Problem statement:
Copy down all of the data underneath, exactly as shown.

(Items from a dataset)

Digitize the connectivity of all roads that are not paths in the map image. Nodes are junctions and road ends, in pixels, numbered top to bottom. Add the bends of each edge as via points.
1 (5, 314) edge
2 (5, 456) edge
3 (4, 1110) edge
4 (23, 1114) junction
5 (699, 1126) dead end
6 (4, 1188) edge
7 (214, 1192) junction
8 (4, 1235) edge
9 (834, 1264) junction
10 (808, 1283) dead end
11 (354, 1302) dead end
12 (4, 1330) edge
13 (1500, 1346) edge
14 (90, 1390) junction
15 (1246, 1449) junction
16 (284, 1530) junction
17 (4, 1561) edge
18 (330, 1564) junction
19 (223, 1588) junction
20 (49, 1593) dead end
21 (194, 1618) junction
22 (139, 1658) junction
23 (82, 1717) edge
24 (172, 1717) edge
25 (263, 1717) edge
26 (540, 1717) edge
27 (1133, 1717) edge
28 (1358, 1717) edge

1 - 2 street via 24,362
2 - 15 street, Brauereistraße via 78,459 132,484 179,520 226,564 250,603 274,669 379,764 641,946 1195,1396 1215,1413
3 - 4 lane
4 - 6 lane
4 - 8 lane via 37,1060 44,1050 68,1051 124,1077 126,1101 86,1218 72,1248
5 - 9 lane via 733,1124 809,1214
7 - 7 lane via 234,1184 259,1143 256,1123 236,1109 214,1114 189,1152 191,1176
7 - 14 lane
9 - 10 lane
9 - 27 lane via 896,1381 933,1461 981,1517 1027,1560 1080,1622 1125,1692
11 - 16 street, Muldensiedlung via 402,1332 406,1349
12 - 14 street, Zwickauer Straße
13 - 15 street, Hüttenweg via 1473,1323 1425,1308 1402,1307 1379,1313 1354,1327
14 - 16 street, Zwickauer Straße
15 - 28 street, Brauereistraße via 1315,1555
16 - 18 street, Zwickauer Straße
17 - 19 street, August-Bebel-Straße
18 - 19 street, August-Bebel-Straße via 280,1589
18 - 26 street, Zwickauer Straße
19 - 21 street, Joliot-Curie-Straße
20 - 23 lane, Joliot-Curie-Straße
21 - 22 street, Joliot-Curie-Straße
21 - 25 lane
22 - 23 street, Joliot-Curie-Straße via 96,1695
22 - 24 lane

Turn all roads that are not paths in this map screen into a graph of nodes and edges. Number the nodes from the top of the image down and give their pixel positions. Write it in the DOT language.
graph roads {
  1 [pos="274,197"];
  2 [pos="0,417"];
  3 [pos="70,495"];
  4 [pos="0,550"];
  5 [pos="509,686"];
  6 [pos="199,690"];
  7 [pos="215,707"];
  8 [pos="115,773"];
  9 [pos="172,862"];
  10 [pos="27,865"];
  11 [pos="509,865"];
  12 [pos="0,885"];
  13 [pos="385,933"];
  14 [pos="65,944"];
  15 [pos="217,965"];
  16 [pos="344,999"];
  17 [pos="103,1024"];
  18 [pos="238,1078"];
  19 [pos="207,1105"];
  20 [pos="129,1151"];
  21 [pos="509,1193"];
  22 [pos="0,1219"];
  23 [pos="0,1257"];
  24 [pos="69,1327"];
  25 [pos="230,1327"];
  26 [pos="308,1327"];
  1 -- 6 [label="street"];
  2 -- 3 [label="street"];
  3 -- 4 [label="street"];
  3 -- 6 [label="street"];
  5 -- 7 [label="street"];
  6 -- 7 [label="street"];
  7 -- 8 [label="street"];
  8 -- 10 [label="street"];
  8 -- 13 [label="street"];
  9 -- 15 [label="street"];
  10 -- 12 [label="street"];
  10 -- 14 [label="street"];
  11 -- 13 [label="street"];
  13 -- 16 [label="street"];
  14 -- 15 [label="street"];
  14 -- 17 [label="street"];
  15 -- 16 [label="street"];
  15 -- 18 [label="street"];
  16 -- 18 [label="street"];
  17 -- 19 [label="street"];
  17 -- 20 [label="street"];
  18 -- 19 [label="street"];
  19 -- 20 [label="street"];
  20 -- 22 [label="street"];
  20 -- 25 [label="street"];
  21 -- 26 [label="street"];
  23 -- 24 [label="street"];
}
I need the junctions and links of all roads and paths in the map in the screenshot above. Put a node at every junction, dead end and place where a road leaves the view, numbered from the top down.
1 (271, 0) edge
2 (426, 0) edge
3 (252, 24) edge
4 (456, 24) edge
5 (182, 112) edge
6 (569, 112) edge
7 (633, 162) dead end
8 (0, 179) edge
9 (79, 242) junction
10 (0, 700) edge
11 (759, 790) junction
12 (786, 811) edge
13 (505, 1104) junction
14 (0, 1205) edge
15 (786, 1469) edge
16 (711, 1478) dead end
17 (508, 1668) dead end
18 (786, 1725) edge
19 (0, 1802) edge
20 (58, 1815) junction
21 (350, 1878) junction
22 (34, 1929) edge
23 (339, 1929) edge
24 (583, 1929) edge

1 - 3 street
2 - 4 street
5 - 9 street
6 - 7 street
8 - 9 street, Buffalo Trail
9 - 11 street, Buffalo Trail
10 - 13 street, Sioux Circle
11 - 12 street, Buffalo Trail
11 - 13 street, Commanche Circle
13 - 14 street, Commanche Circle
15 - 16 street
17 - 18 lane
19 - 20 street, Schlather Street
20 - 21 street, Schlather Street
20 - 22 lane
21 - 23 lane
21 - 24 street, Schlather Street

Written response:
Digitize the connectivity of all roads that are not paths in the map image. Nodes are junctions and road ends, in pixels, numbered top to bottom. Add the bends of each edge as via points.
1 (5, 314) edge
2 (5, 456) edge
3 (4, 1110) edge
4 (23, 1114) junction
5 (699, 1126) dead end
6 (4, 1188) edge
7 (214, 1192) junction
8 (4, 1235) edge
9 (834, 1264) junction
10 (808, 1283) dead end
11 (354, 1302) dead end
12 (4, 1330) edge
13 (1500, 1346) edge
14 (90, 1390) junction
15 (1246, 1449) junction
16 (284, 1530) junction
17 (4, 1561) edge
18 (330, 1564) junction
19 (223, 1588) junction
20 (49, 1593) dead end
21 (194, 1618) junction
22 (139, 1658) junction
23 (82, 1717) edge
24 (172, 1717) edge
25 (263, 1717) edge
26 (540, 1717) edge
27 (1133, 1717) edge
28 (1358, 1717) edge

1 - 2 street via 24,362
2 - 15 street, Brauereistraße via 78,459 132,484 179,520 226,564 250,603 274,669 379,764 641,946 1195,1396 1215,1413
3 - 4 lane
4 - 6 lane
4 - 8 lane via 37,1060 44,1050 68,1051 124,1077 126,1101 86,1218 72,1248
5 - 9 lane via 733,1124 809,1214
7 - 7 lane via 234,1184 259,1143 256,1123 236,1109 214,1114 189,1152 191,1176
7 - 14 lane
9 - 10 lane
9 - 27 lane via 896,1381 933,1461 981,1517 1027,1560 1080,1622 1125,1692
11 - 16 street, Muldensiedlung via 402,1332 406,1349
12 - 14 street, Zwickauer Straße
13 - 15 street, Hüttenweg via 1473,1323 1425,1308 1402,1307 1379,1313 1354,1327
14 - 16 street, Zwickauer Straße
15 - 28 street, Brauereistraße via 1315,1555
16 - 18 street, Zwickauer Straße
17 - 19 street, August-Bebel-Straße
18 - 19 street, August-Bebel-Straße via 280,1589
18 - 26 street, Zwickauer Straße
19 - 21 street, Joliot-Curie-Straße
20 - 23 lane, Joliot-Curie-Straße
21 - 22 street, Joliot-Curie-Straße
21 - 25 lane
22 - 23 street, Joliot-Curie-Straße via 96,1695
22 - 24 lane

Turn all roads that are not paths in this map screen into a graph of nodes and edges. Number the nodes from the top of the image down and give their pixel positions. Write it in the DOT language.
graph roads {
  1 [pos="274,197"];
  2 [pos="0,417"];
  3 [pos="70,495"];
  4 [pos="0,550"];
  5 [pos="509,686"];
  6 [pos="199,690"];
  7 [pos="215,707"];
  8 [pos="115,773"];
  9 [pos="172,862"];
  10 [pos="27,865"];
  11 [pos="509,865"];
  12 [pos="0,885"];
  13 [pos="385,933"];
  14 [pos="65,944"];
  15 [pos="217,965"];
  16 [pos="344,999"];
  17 [pos="103,1024"];
  18 [pos="238,1078"];
  19 [pos="207,1105"];
  20 [pos="129,1151"];
  21 [pos="509,1193"];
  22 [pos="0,1219"];
  23 [pos="0,1257"];
  24 [pos="69,1327"];
  25 [pos="230,1327"];
  26 [pos="308,1327"];
  1 -- 6 [label="street"];
  2 -- 3 [label="street"];
  3 -- 4 [label="street"];
  3 -- 6 [label="street"];
  5 -- 7 [label="street"];
  6 -- 7 [label="street"];
  7 -- 8 [label="street"];
  8 -- 10 [label="street"];
  8 -- 13 [label="street"];
  9 -- 15 [label="street"];
  10 -- 12 [label="street"];
  10 -- 14 [label="street"];
  11 -- 13 [label="street"];
  13 -- 16 [label="street"];
  14 -- 15 [label="street"];
  14 -- 17 [label="street"];
  15 -- 16 [label="street"];
  15 -- 18 [label="street"];
  16 -- 18 [label="street"];
  17 -- 19 [label="street"];
  17 -- 20 [label="street"];
  18 -- 19 [label="street"];
  19 -- 20 [label="street"];
  20 -- 22 [label="street"];
  20 -- 25 [label="street"];
  21 -- 26 [label="street"];
  23 -- 24 [label="street"];
}
I need the junctions and links of all roads and paths in the map in the screenshot above. Put a node at every junction, dead end and place where a road leaves the view, numbered from the top down.
1 (271, 0) edge
2 (426, 0) edge
3 (252, 24) edge
4 (456, 24) edge
5 (182, 112) edge
6 (569, 112) edge
7 (633, 162) dead end
8 (0, 179) edge
9 (79, 242) junction
10 (0, 700) edge
11 (759, 790) junction
12 (786, 811) edge
13 (505, 1104) junction
14 (0, 1205) edge
15 (786, 1469) edge
16 (711, 1478) dead end
17 (508, 1668) dead end
18 (786, 1725) edge
19 (0, 1802) edge
20 (58, 1815) junction
21 (350, 1878) junction
22 (34, 1929) edge
23 (339, 1929) edge
24 (583, 1929) edge

1 - 3 street
2 - 4 street
5 - 9 street
6 - 7 street
8 - 9 street, Buffalo Trail
9 - 11 street, Buffalo Trail
10 - 13 street, Sioux Circle
11 - 12 street, Buffalo Trail
11 - 13 street, Commanche Circle
13 - 14 street, Commanche Circle
15 - 16 street
17 - 18 lane
19 - 20 street, Schlather Street
20 - 21 street, Schlather Street
20 - 22 lane
21 - 23 lane
21 - 24 street, Schlather Street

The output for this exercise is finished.